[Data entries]
================================

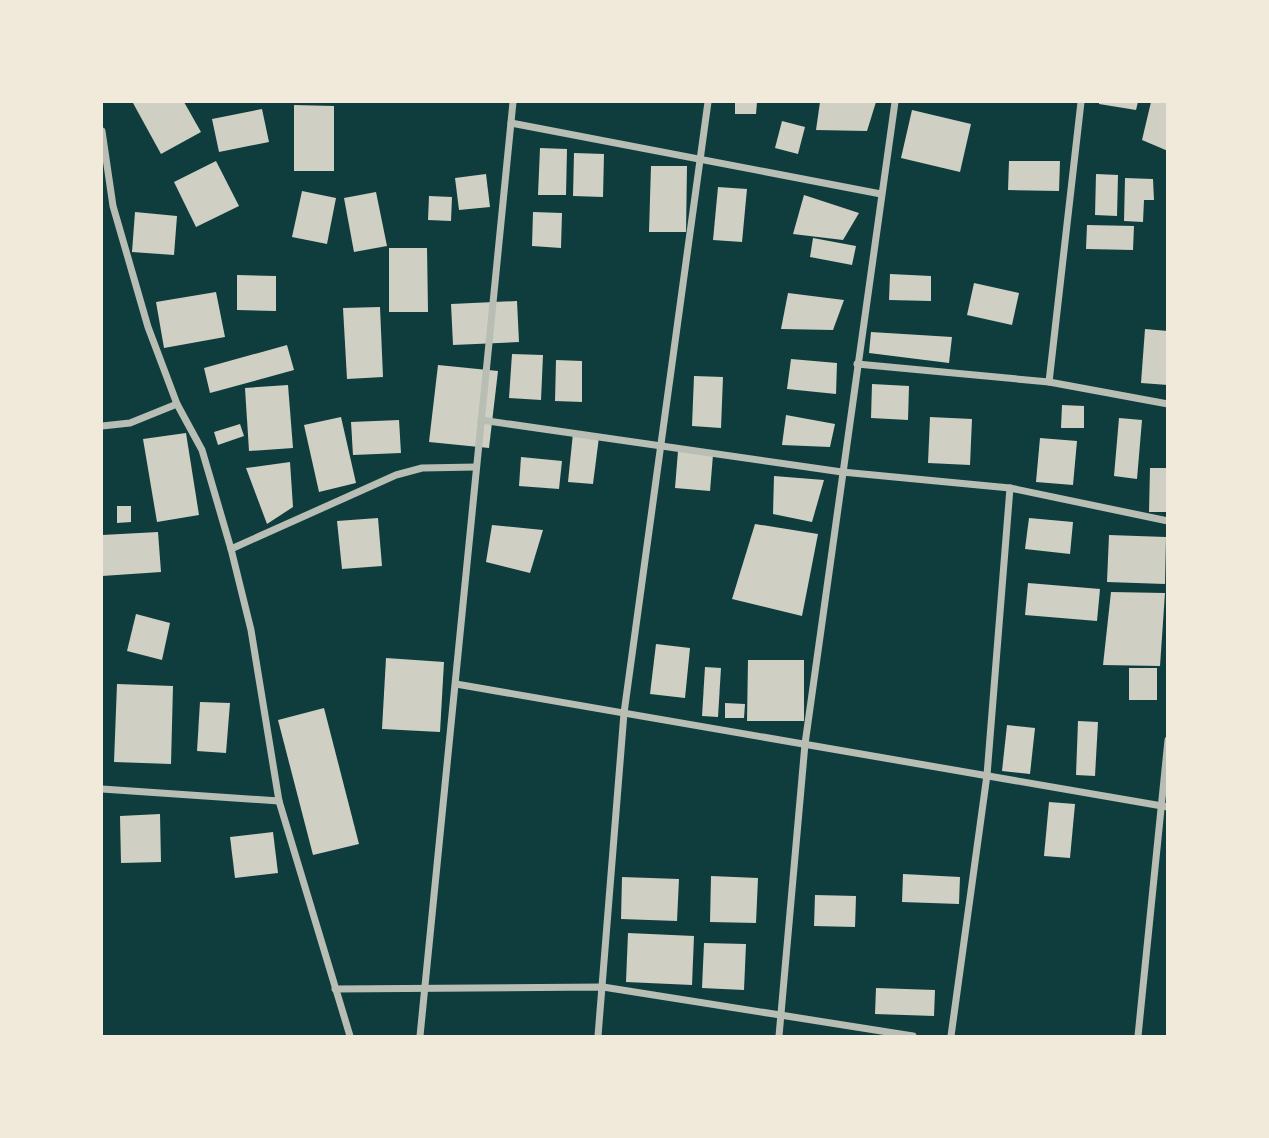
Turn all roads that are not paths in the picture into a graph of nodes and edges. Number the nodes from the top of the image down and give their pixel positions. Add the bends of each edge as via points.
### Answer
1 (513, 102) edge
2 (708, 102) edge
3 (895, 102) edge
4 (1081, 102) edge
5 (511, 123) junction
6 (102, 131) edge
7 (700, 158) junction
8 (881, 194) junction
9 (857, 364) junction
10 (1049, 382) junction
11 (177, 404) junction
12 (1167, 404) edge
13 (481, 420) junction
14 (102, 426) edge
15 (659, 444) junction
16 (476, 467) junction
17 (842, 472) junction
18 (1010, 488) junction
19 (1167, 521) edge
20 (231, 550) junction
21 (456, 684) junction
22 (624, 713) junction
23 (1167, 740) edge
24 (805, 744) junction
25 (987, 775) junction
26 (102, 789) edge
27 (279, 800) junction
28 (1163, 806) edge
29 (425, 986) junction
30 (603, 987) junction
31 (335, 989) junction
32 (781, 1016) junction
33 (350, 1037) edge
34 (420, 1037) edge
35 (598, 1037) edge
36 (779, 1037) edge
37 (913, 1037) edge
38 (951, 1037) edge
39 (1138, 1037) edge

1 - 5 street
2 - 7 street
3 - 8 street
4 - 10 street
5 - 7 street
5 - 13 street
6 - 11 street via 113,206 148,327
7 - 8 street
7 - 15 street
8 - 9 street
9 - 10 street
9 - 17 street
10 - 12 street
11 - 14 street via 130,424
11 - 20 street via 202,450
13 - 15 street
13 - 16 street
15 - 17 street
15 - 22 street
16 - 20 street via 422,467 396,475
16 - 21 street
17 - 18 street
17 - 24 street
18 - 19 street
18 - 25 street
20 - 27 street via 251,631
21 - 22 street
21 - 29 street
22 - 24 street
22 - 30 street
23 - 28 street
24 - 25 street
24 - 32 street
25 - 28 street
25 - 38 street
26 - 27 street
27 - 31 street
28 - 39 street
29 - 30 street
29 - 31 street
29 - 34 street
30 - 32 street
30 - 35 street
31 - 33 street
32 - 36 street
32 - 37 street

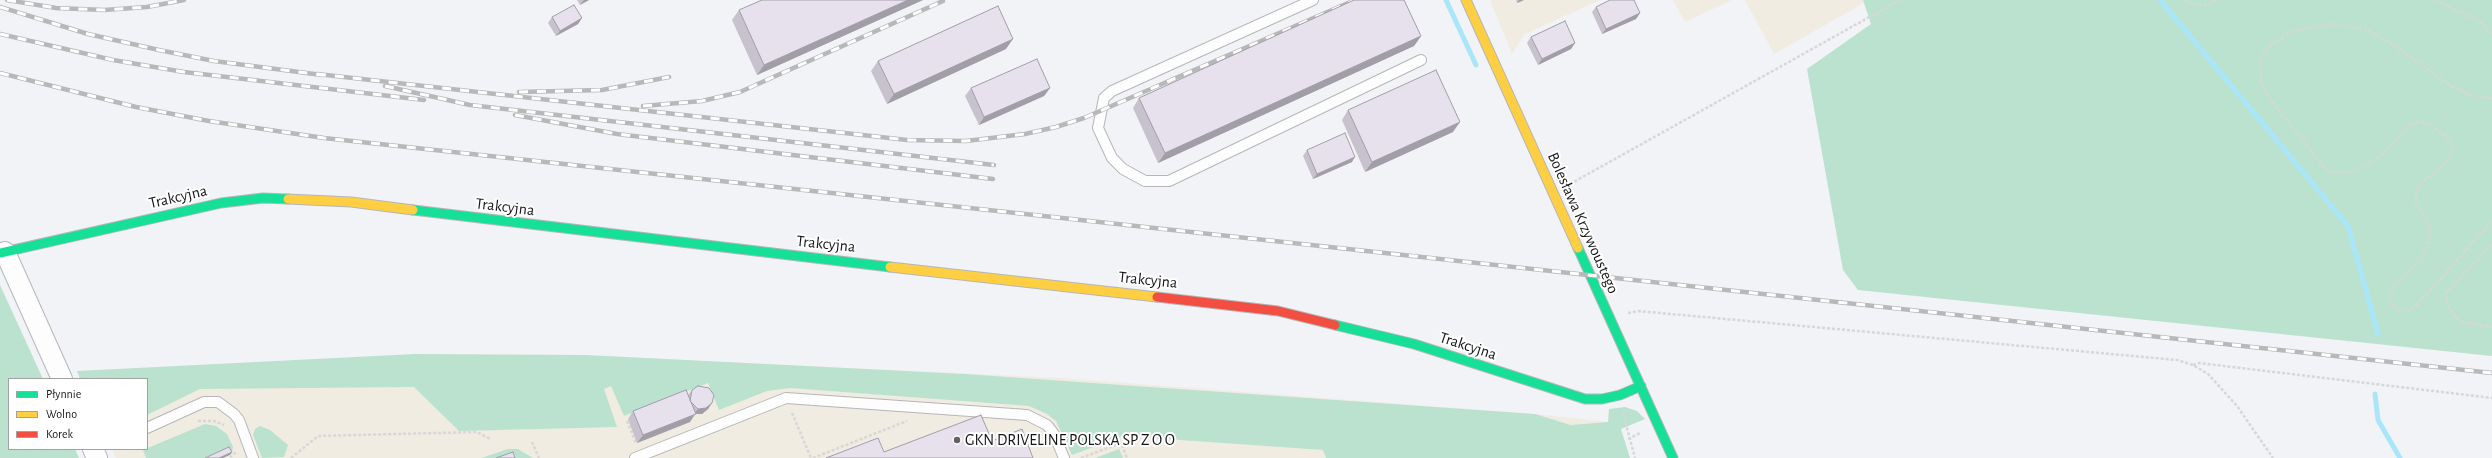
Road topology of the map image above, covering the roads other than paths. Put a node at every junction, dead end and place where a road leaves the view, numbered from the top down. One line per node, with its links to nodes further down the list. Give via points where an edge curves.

================================

Which lines above contain the word "points"? Show each of them.

• Answer to this task:
Turn all roads that are not paths in the picture into a graph of nodes and edges. Number the nodes from the top of the image down and give their pixel positions. Add the bends of each edge as via points.
Road topology of the map image above, covering the roads other than paths. Put a node at every junction, dead end and place where a road leaves the view, numbered from the top down. One line per node, with its links to nodes further down the list. Give via points where an edge curves.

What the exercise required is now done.